§ **Exercise objective**:
Collect all lines from the records below that include the word "Roger".

§ **Input records**:
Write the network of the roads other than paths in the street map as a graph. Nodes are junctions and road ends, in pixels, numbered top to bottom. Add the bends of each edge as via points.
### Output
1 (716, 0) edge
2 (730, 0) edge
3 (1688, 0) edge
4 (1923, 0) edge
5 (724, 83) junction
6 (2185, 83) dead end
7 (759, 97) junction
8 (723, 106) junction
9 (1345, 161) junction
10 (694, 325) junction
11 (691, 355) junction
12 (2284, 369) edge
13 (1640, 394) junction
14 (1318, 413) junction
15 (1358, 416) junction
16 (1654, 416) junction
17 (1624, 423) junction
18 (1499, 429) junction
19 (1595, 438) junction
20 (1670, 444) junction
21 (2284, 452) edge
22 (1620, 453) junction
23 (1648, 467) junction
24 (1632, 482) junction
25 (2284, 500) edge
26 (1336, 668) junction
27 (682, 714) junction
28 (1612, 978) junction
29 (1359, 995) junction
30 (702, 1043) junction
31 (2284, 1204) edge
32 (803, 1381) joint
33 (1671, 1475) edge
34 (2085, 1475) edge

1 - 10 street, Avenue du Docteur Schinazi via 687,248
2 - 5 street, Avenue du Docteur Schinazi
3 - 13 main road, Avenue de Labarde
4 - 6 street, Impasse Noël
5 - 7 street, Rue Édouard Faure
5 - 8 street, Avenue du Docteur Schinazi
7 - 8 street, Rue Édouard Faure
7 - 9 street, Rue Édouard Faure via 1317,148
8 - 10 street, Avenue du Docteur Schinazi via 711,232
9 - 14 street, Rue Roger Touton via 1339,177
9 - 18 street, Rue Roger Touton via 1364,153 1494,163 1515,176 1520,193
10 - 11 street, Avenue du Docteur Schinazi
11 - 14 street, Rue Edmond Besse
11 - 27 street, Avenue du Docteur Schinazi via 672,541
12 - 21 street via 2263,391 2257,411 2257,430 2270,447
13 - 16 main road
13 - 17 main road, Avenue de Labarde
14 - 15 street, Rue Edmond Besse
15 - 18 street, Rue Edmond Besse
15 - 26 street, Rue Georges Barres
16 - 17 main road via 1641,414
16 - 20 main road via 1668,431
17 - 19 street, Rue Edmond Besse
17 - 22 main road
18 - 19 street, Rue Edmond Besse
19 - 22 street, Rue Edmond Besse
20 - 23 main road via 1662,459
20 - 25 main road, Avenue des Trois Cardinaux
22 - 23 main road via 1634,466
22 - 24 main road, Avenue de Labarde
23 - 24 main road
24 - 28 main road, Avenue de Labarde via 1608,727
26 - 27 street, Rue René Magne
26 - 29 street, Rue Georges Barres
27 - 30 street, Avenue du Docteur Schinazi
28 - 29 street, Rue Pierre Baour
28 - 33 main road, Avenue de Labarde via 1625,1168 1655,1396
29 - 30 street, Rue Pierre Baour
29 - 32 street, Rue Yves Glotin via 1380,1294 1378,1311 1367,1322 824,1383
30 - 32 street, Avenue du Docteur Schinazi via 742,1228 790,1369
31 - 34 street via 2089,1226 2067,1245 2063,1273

§ **Written response**:
9 - 14 street, Rue Roger Touton via 1339,177
9 - 18 street, Rue Roger Touton via 1364,153 1494,163 1515,176 1520,193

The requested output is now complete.